Fucking Leaf Hound. I don’t know where they stood numerically on the list of bands I never thought I’d be able to catch live, but I’d probably give them an ‘X’ either way, just because the idea seemed so ridiculous I wouldn’t have even thought to include them on any such list (one does not exist, surprisingly). And yeah, I know it’s Peter French and a bunch of guys who weren’t in the band when they recorded their classic material — they even had a new bassist, whose name I sadly did not catch — but whatever. I got to see Peter French sing “Growers of Mushroom,” and the jam that the players behind him embarked on in the song’s middle gave me a whole new appreciation for the track. “Sad Road to the Sea” was one of the day’s best performances from any band, and though I wasn’t on board all the way with guitarist Luke Rayner‘s guitar-face and “I’m gonna stare at the ceiling like I’m having an orgasm because this solo is so good” stage moves, I can’t take away from the fact that they were fucking great.
Shortly before they went on, a guy in the crowd Tony Reed introduced me to the other day told me that Gentlemans Pistols were the best band in Britain. Britain’s got some righteous rock and roll on its curriculum vitae at this point — to wit, everything I’ve seen this weekend — so I was on my way to intrigued by the time the double-guitar foursome took the stage. That in itself was a cause for celebration, as the band includes axe-man Bill Steer of the always-be-boogieing Firebird, and indeed Gentlemans Pistols were even more upbeat than Firebird on stage, changing places and mics, hoisting guitars aloft for the crowd to see and, in the case of drummer Stuart Dobbins, playing in his skivvies which he made a point to show off before sitting behind his kit. I can understand the impulse, as it was pretty hot and only getting hotter in that room — 20 minutes before Gentlemans Pistols came on, The Underworld was packed out — and while I don’t know if I’d say they were the best band on these Isles, I understood the appeal enough to pick up their 2011 album, At Her Majesty’s Pleasure, and I look forward to getting to know it better. Maybe not “in its underwear” better, but better, anyway.
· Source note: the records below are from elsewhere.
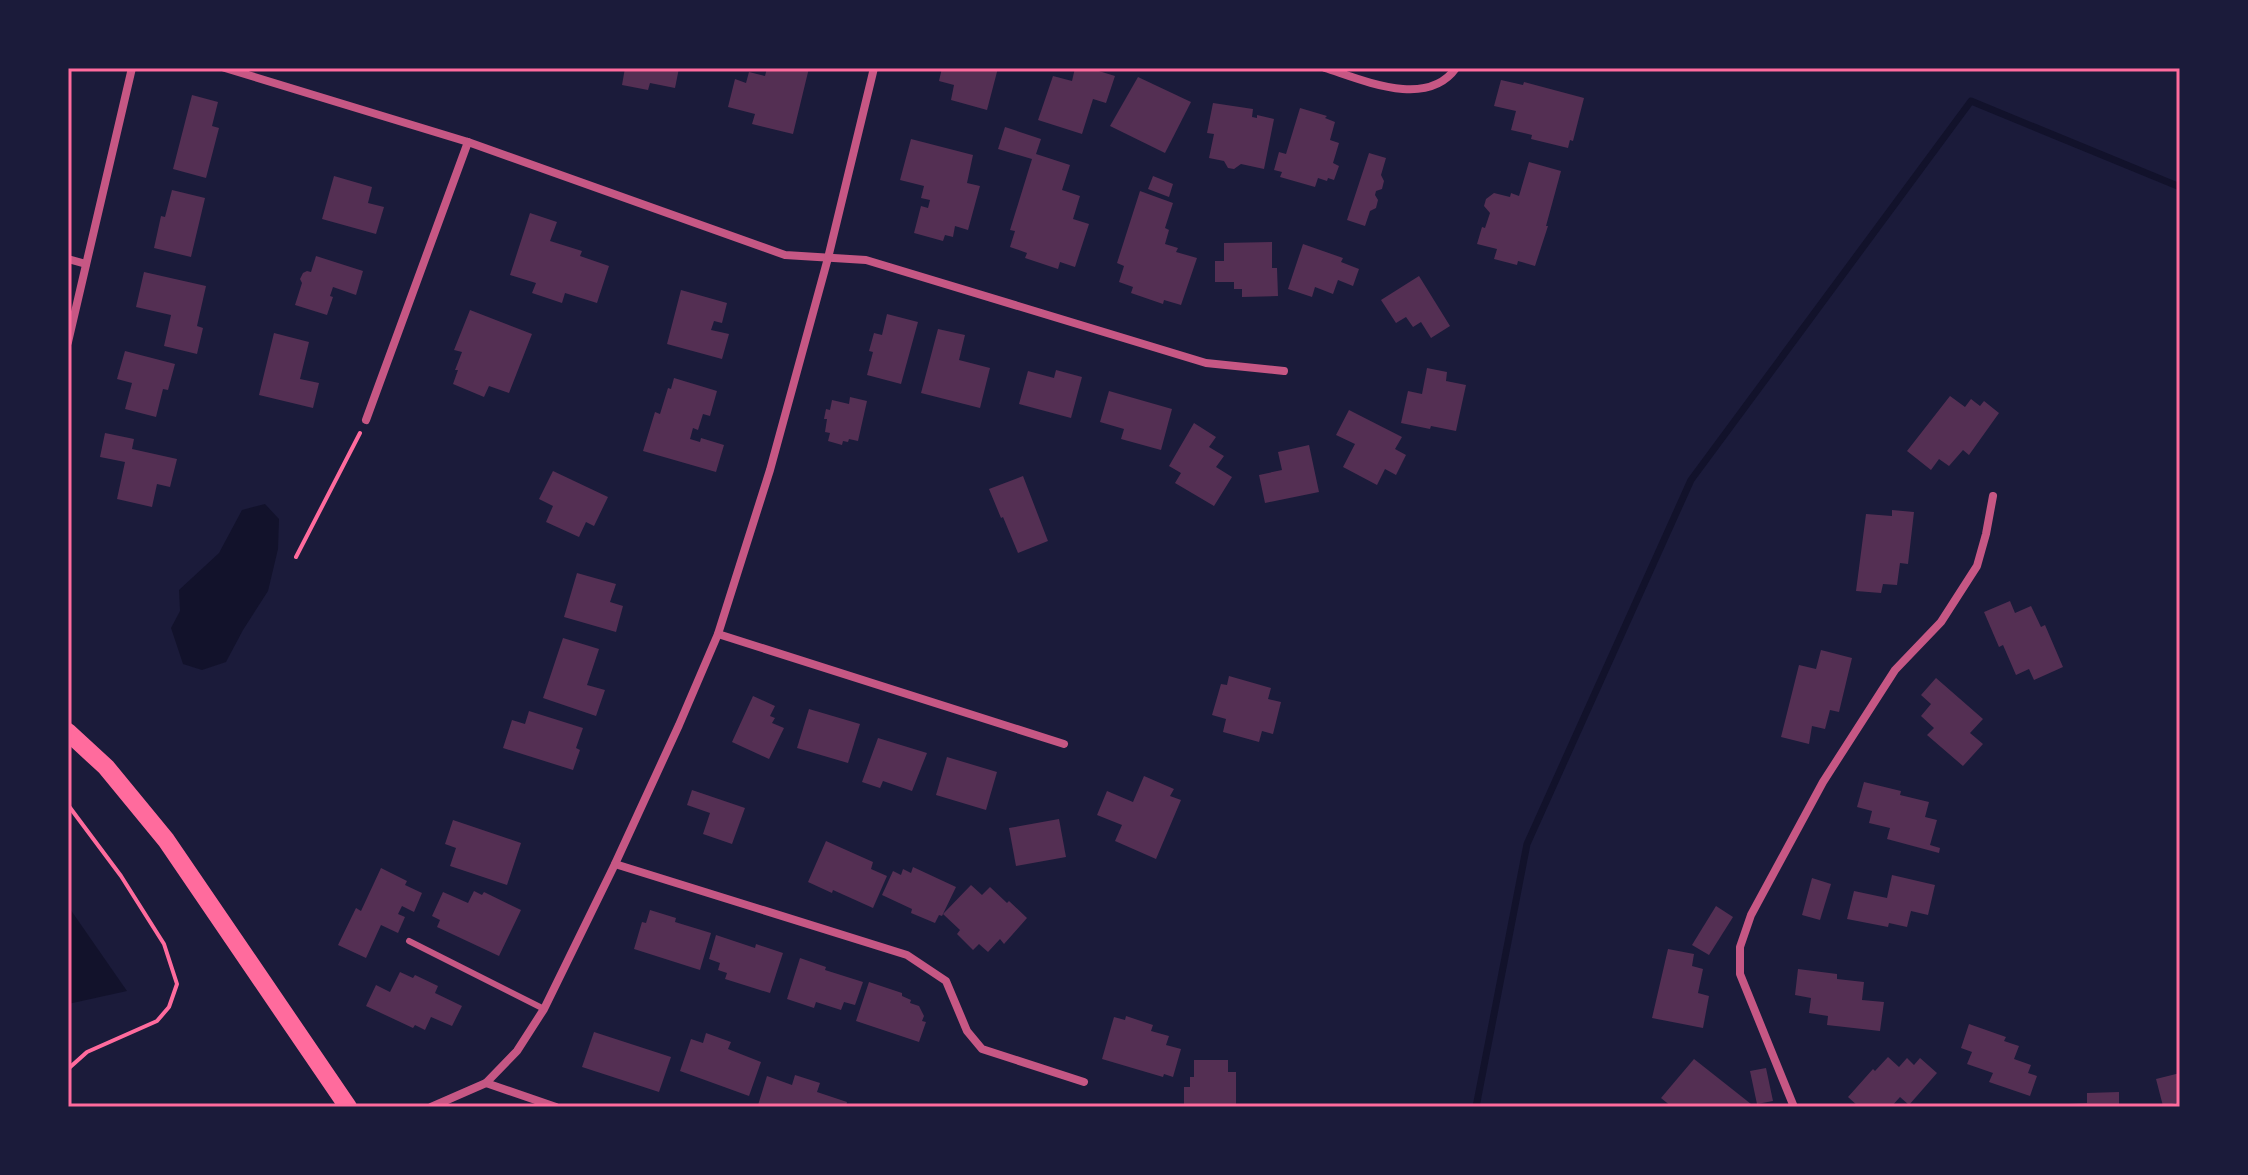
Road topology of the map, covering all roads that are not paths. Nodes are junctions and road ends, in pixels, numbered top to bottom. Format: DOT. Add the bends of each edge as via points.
graph roads {
  1 [pos="132,68"];
  2 [pos="225,68"];
  3 [pos="874,68"];
  4 [pos="1325,68"];
  5 [pos="1456,68"];
  6 [pos="468,142"];
  7 [pos="828,258"];
  8 [pos="68,259"];
  9 [pos="86,264"];
  10 [pos="68,342"];
  11 [pos="1284,371"];
  12 [pos="366,420"];
  13 [pos="1993,496"];
  14 [pos="718,634"];
  15 [pos="68,732"];
  16 [pos="1064,744"];
  17 [pos="68,745"];
  18 [pos="87,749"];
  19 [pos="615,864"];
  20 [pos="409,941"];
  21 [pos="544,1009"];
  22 [pos="1084,1082"];
  23 [pos="486,1083"];
  24 [pos="348,1107"];
  25 [pos="431,1107"];
  26 [pos="556,1107"];
  27 [pos="1794,1107"];
  1 -- 9 [label="street"];
  2 -- 6 [label="street"];
  3 -- 7 [label="street"];
  4 -- 5 [label="street" via="1391,89 1425,89"];
  6 -- 7 [label="street" via="785,255"];
  6 -- 12 [label="street"];
  7 -- 11 [label="street" via="866,260 1206,363"];
  7 -- 14 [label="street"];
  8 -- 9 [label="street"];
  9 -- 10 [label="street"];
  13 -- 27 [label="street" via="1977,566 1941,622 1895,670 1823,782 1751,915 1740,947 1740,974"];
  14 -- 16 [label="street"];
  14 -- 19 [label="street"];
  15 -- 18 [label="main road"];
  17 -- 18 [label="main road"];
  18 -- 24 [label="main road" via="166,840"];
  19 -- 21 [label="street"];
  19 -- 22 [label="street" via="907,955 946,981 967,1031 982,1049"];
  20 -- 21 [label="lane"];
  21 -- 23 [label="street" via="517,1051"];
  23 -- 25 [label="street"];
  23 -- 26 [label="street"];
}
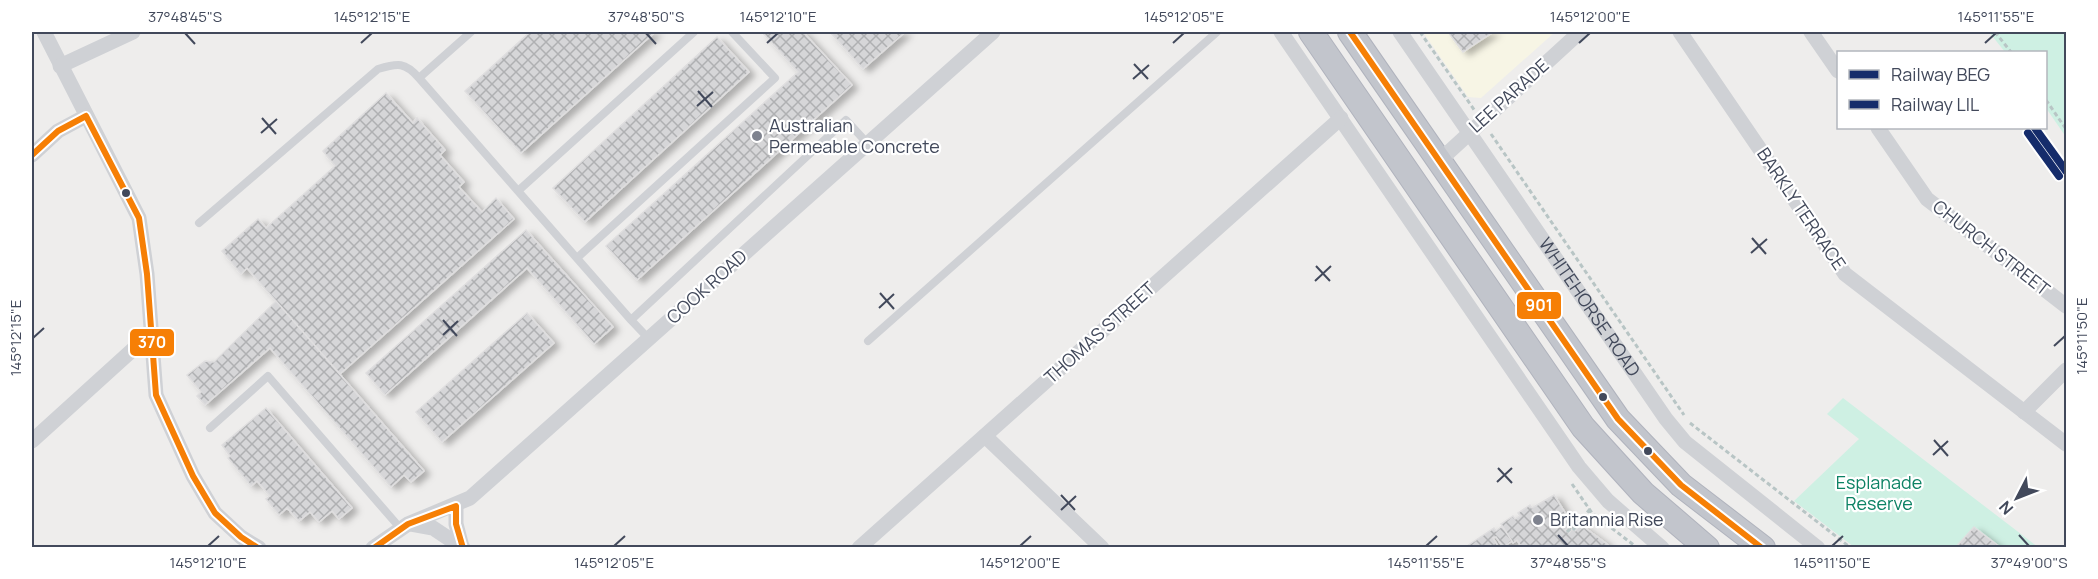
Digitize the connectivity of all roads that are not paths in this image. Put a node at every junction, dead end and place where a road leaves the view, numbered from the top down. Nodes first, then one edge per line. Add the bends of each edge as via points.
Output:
1 (44, 32) edge
2 (133, 32) edge
3 (471, 32) edge
4 (694, 32) edge
5 (732, 32) edge
6 (993, 32) edge
7 (1217, 32) edge
8 (1281, 32) edge
9 (1311, 32) edge
10 (1350, 32) edge
11 (1400, 32) edge
12 (1580, 32) edge
13 (1680, 32) edge
14 (1811, 32) edge
15 (60, 66) junction
16 (1837, 68) edge
17 (419, 78) junction
18 (86, 116) junction
19 (1341, 118) junction
20 (1879, 129) edge
21 (1469, 131) junction
22 (868, 144) junction
23 (32, 155) edge
24 (1439, 161) junction
25 (518, 191) junction
26 (199, 223) dead end
27 (577, 258) junction
28 (2067, 306) edge
29 (631, 320) junction
30 (150, 334) junction
31 (649, 339) junction
32 (868, 340) dead end
33 (2067, 370) edge
34 (2024, 412) junction
35 (210, 428) dead end
36 (985, 436) junction
37 (32, 441) edge
38 (2067, 444) edge
39 (456, 506) junction
40 (405, 526) junction
41 (258, 547) edge
42 (463, 547) edge
43 (373, 548) edge
44 (859, 548) edge
45 (1102, 548) edge
46 (1662, 548) edge
47 (1707, 548) edge
48 (1763, 548) edge
49 (1818, 548) edge

1 - 15 street
2 - 15 street
3 - 17 lane
4 - 25 lane
5 - 27 lane via 775,78
6 - 22 street, COOK ROAD
7 - 32 lane
8 - 19 street
9 - 47 highway via 1583,427 1643,493
10 - 24 highway
11 - 21 street, WHITEHORSE ROAD
12 - 21 street, LEE PARADE
13 - 34 street, BARKLY TERRACE via 1845,274
14 - 16 street
15 - 18 street
17 - 25 lane
17 - 26 lane via 409,67 394,64 378,69
18 - 23 street via 58,131
18 - 30 street via 139,218
19 - 36 street, THOMAS STREET
19 - 46 street via 1579,467 1608,501
20 - 28 street, CHURCH STREET via 1927,199
21 - 24 street, LEE PARADE
21 - 49 street, WHITEHORSE ROAD via 1685,442
22 - 29 lane via 846,120
22 - 31 street, COOK ROAD
24 - 48 highway via 1618,419 1681,484
25 - 27 lane
27 - 29 lane
29 - 31 lane
30 - 37 street
30 - 41 street via 156,395 193,476 215,513
31 - 39 street, COOK ROAD via 470,498
33 - 34 street
34 - 38 street, BARKLY TERRACE
35 - 40 lane via 268,376
36 - 44 street, THOMAS STREET
36 - 45 street
39 - 40 street, COOK ROAD
39 - 42 street via 456,524
40 - 42 street via 433,528
40 - 43 street, COOK ROAD

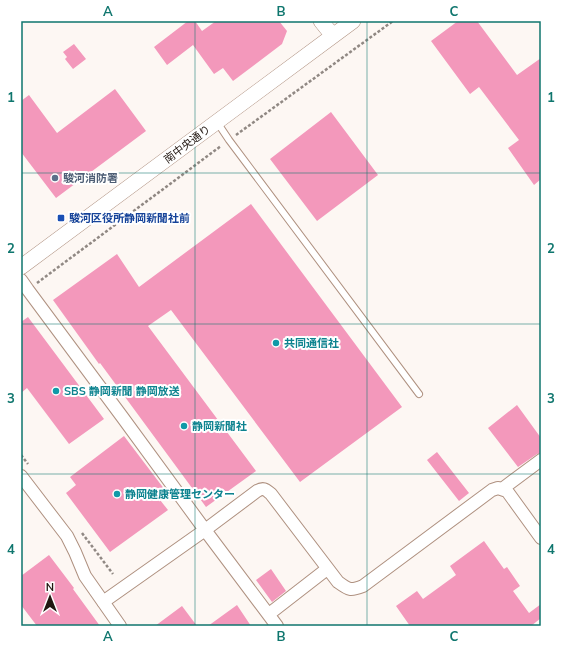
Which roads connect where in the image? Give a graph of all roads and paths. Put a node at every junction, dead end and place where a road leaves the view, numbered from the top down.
1 (321, 21) edge
2 (352, 21) edge
3 (393, 21) edge
4 (332, 36) junction
5 (217, 122) junction
6 (229, 140) junction
7 (21, 267) edge
8 (21, 280) edge
9 (28, 290) junction
10 (419, 394) dead end
11 (541, 460) edge
12 (21, 476) edge
13 (502, 489) junction
14 (205, 530) junction
15 (541, 538) edge
16 (327, 569) junction
17 (103, 602) junction
18 (268, 614) junction
19 (120, 626) edge
20 (277, 626) edge

1 - 4 street
2 - 4 street, 南中央通り
3 - 6 path
4 - 5 street, 南中央通り
5 - 6 lane
5 - 7 street, 南中央通り
6 - 9 path
6 - 10 lane
8 - 9 street
9 - 14 street
11 - 13 street
12 - 17 street
13 - 15 street
13 - 16 street
14 - 16 street
14 - 17 street
14 - 18 street
16 - 18 street
17 - 19 street
18 - 20 street

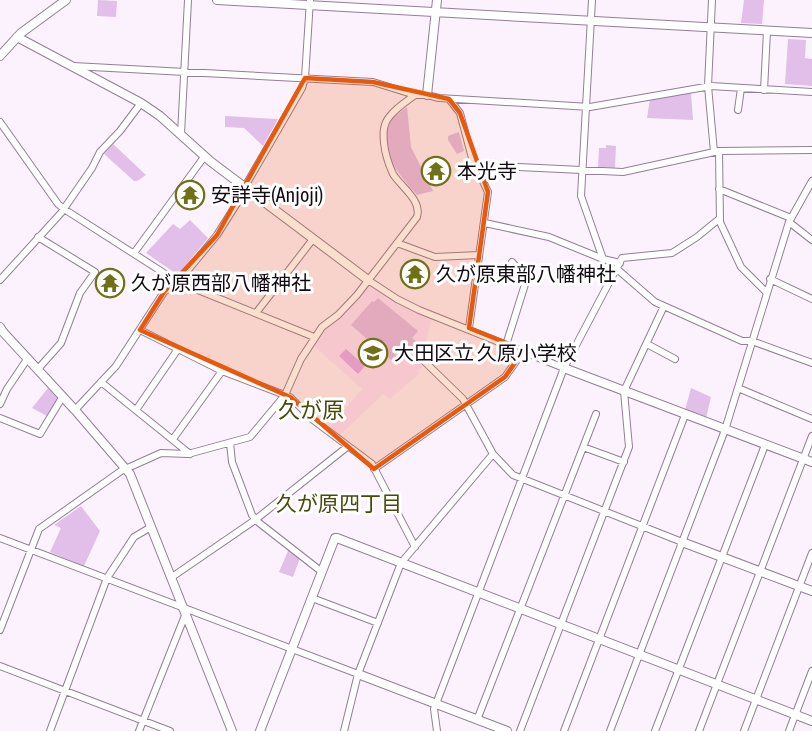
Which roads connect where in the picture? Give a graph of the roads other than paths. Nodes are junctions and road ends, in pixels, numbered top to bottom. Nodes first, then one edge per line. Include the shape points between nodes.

By the time Gentlemans Pistols were halfway through their set, I was ready for the day’s first bit of traveling and made my way down the block with a mind toward seeing Cultura Tres, winding up at The Purple Turtle in time to catch Widows beforehand. UK natives as well, they thanked the crowd present for not going to see Gentlemans Pistols and delivered a set of that peculiar brand of stoner-type rock that’s not actually so different from post-hardcore in that everyone who plays it looks like they were in a hardcore band seven years ago. Not really my thing sonically, but fun to watch and they clearly had the style down. I bought their albums — they were selling handmade copies of their apparently-soon-to-be-pressed new one, and I got one of those — and enjoyed them for what they were. The Purple Turtle being the “heaviest” of the three Desertfest stages throughout the weekend, Widows were a decent balance between the some of the more aggressive sounds and the more laid back approach that was still to come from Samsara Blues Experiment later.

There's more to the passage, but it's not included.